*** Extracted material ***

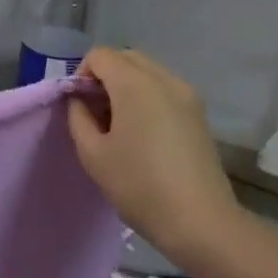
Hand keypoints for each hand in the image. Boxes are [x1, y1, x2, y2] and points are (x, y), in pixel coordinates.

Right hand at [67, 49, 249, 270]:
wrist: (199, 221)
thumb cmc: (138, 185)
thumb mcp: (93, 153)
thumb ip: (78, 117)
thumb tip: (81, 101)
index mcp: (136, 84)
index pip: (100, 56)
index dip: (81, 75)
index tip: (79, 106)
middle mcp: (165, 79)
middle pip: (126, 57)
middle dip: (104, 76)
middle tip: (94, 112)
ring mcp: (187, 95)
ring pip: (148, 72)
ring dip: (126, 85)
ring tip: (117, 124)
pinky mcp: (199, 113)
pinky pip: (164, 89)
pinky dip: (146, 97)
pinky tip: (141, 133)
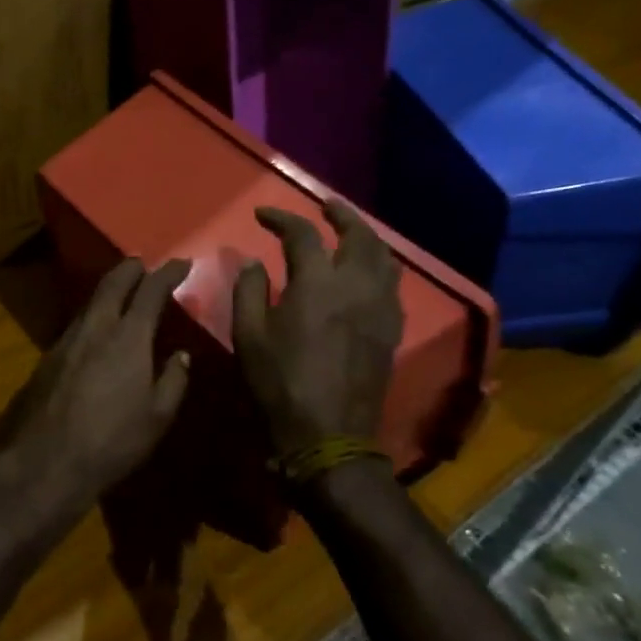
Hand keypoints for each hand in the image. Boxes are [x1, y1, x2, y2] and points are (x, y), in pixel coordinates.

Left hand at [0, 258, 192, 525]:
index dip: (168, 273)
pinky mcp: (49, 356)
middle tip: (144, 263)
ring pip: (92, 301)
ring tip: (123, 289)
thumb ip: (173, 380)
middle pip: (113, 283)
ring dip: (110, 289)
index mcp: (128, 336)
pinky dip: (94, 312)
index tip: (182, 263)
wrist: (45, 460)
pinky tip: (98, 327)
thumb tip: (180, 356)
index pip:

*** End of Extracted material ***
*** Extracted material ***

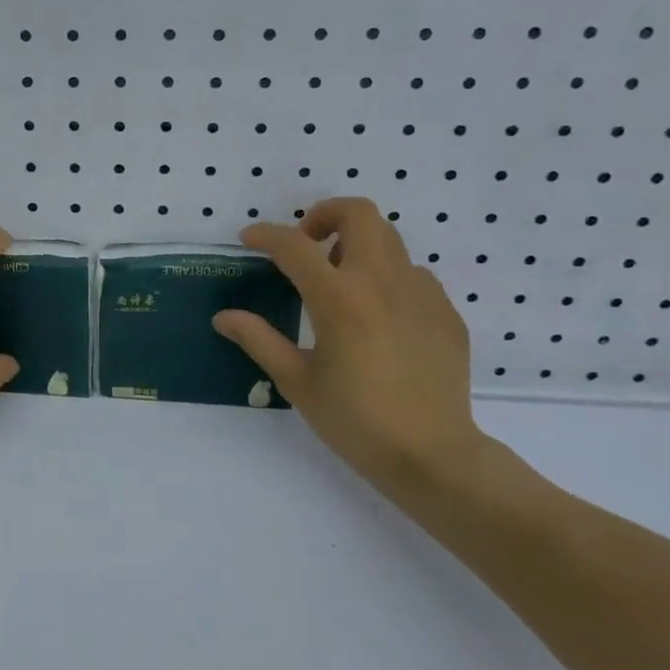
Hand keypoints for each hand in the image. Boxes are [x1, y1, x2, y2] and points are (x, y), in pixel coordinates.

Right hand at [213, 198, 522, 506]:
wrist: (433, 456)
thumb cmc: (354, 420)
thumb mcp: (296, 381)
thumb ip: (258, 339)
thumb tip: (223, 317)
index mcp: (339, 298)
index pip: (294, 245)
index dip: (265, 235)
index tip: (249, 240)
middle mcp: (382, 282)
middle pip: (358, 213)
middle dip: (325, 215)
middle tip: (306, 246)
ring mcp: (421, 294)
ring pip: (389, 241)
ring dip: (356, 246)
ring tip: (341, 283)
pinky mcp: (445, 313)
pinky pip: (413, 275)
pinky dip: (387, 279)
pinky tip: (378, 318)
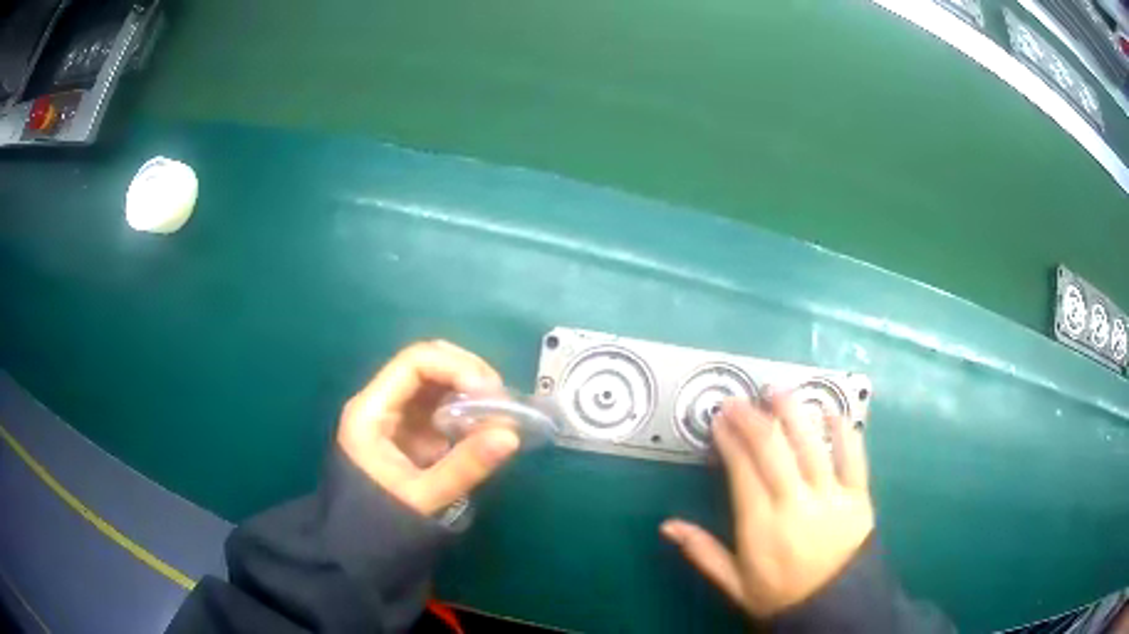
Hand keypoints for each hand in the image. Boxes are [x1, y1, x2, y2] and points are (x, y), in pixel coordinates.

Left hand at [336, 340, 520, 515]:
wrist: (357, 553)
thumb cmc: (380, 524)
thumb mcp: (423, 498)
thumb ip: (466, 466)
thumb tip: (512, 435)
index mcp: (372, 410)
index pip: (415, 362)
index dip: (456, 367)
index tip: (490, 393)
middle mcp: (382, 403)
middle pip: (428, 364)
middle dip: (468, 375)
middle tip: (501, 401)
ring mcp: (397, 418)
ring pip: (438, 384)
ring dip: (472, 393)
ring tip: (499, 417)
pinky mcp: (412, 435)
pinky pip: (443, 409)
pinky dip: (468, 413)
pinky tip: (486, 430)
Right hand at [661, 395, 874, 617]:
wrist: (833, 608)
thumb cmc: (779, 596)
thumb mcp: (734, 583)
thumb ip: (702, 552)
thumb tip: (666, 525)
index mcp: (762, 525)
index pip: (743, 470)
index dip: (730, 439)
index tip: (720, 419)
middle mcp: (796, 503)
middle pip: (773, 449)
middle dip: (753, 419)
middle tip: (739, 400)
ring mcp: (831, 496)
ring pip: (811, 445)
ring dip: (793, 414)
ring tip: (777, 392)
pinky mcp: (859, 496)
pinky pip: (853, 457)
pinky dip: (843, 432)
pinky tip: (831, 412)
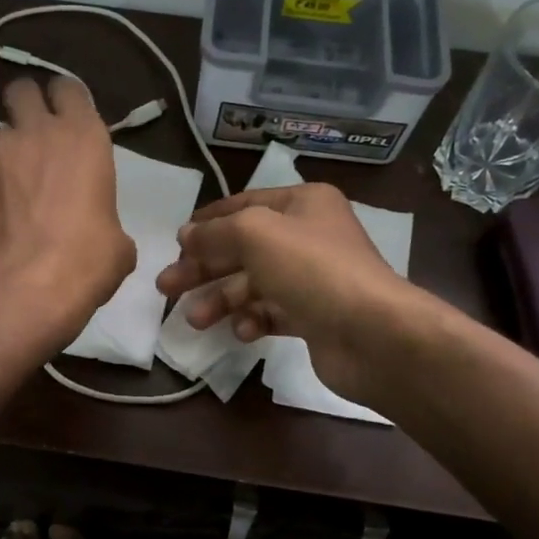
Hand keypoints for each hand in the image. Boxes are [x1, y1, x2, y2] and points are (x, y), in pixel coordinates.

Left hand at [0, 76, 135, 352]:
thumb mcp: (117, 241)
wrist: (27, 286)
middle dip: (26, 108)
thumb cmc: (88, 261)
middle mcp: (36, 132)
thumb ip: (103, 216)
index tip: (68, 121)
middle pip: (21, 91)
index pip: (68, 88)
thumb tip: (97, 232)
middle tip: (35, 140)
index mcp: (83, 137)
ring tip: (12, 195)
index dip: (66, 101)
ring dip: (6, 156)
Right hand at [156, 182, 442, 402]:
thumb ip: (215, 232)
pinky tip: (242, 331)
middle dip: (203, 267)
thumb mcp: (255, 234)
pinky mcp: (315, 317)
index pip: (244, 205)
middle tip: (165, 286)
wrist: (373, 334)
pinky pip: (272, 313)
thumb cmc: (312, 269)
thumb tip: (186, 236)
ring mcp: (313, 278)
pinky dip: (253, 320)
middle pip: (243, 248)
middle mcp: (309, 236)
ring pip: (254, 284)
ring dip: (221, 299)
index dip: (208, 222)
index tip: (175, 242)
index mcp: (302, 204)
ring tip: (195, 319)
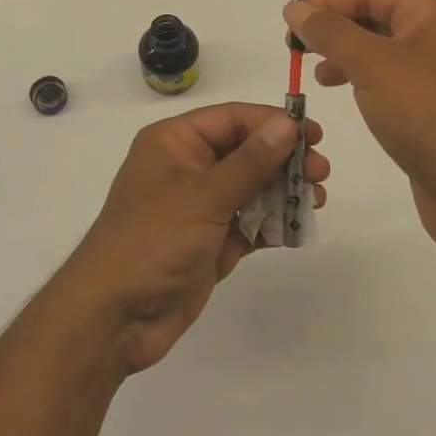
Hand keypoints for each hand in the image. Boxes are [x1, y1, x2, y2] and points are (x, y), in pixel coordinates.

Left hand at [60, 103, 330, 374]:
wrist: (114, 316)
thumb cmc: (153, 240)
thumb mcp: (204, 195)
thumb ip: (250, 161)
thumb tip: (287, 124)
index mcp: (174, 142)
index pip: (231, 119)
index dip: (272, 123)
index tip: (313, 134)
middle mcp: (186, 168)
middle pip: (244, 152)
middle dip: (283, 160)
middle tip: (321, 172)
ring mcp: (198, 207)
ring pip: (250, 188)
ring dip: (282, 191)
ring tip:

*** End of Extracted material ***
*** Extracted material ***

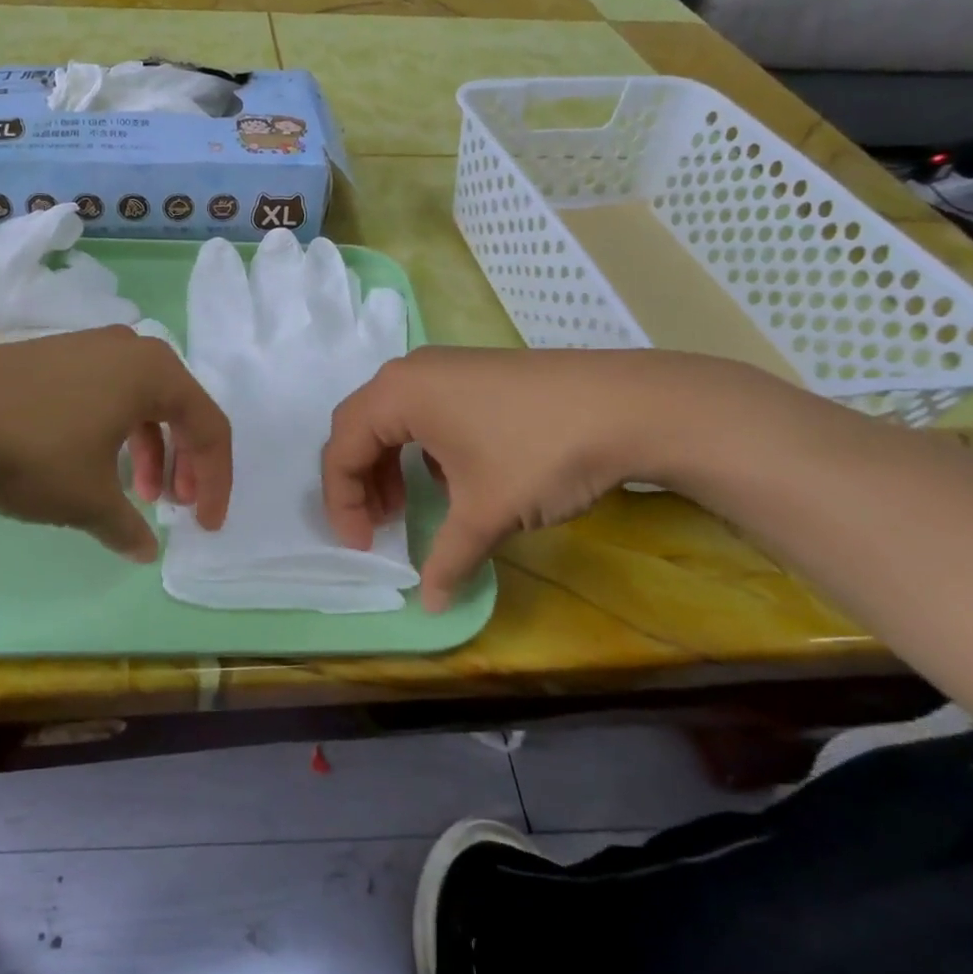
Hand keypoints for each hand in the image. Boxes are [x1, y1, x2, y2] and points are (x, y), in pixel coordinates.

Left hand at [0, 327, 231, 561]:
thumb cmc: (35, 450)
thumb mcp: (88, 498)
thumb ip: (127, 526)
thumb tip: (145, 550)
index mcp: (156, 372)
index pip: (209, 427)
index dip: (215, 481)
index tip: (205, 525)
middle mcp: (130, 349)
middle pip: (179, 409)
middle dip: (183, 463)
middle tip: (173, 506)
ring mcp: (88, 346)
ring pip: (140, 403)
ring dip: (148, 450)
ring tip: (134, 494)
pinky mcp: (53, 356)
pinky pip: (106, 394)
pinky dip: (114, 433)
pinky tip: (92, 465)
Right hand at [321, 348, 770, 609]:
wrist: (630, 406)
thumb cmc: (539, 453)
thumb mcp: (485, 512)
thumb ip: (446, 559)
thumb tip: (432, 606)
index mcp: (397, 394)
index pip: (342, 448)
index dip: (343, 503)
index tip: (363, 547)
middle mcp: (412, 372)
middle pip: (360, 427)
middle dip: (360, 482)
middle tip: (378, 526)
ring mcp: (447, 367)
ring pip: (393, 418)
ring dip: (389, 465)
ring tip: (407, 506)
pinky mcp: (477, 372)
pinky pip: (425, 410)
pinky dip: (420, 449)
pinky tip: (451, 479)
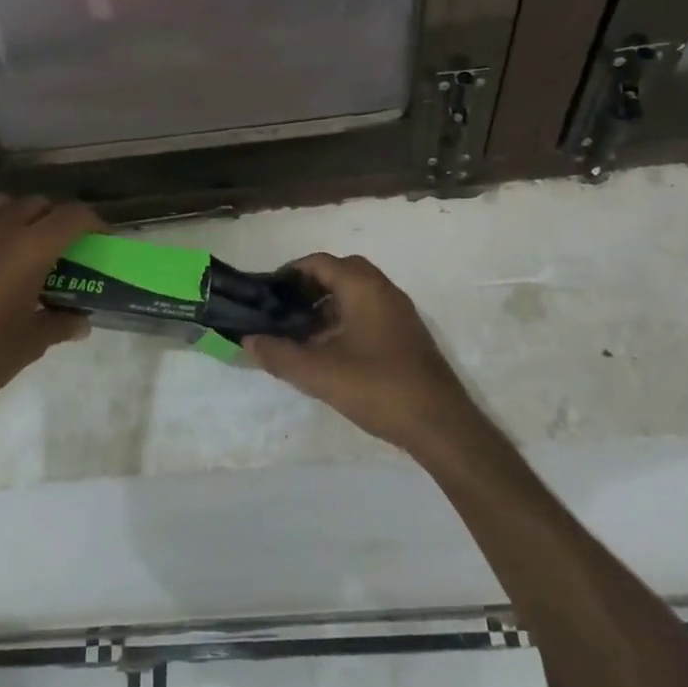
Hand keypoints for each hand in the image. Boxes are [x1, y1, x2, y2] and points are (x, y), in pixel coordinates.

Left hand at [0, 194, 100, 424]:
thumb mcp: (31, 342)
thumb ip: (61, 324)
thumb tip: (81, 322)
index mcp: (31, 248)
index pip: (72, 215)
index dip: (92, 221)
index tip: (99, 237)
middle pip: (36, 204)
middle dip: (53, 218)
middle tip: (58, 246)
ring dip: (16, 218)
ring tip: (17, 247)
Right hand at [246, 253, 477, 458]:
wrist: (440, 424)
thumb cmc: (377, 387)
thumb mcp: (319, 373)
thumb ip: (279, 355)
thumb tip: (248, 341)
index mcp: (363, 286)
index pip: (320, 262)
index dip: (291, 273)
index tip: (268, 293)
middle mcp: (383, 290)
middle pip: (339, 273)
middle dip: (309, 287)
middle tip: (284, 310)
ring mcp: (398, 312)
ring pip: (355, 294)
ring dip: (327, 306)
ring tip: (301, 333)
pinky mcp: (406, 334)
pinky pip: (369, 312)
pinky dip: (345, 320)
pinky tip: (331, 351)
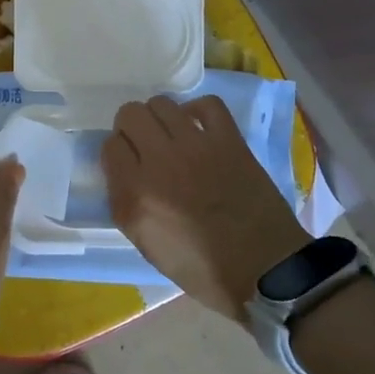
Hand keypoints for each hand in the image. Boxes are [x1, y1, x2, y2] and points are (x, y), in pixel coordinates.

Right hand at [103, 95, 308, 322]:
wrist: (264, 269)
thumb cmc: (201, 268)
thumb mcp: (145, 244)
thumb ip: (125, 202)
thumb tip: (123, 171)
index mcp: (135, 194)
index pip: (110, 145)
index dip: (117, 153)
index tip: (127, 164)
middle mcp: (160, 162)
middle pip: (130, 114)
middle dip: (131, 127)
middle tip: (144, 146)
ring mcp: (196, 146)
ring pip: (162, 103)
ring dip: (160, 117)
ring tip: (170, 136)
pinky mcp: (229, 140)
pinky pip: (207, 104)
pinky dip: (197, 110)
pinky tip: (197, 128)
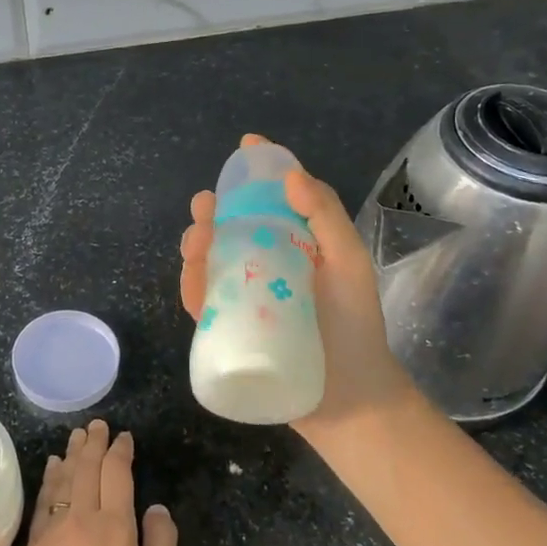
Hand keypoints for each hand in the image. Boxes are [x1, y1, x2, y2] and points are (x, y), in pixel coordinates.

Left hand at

*** End of Extracted material ***

The string to find is "Left"; copy every line of the listing that has it.

Left hand at [0, 258, 192, 525]:
Left hand at [336, 340, 520, 515]:
Left hand at [0, 76, 135, 352]:
Left hand at [60, 103, 330, 374]:
Left hand at [0, 327, 231, 561]:
Left hand at [0, 194, 100, 424]:
Left hand at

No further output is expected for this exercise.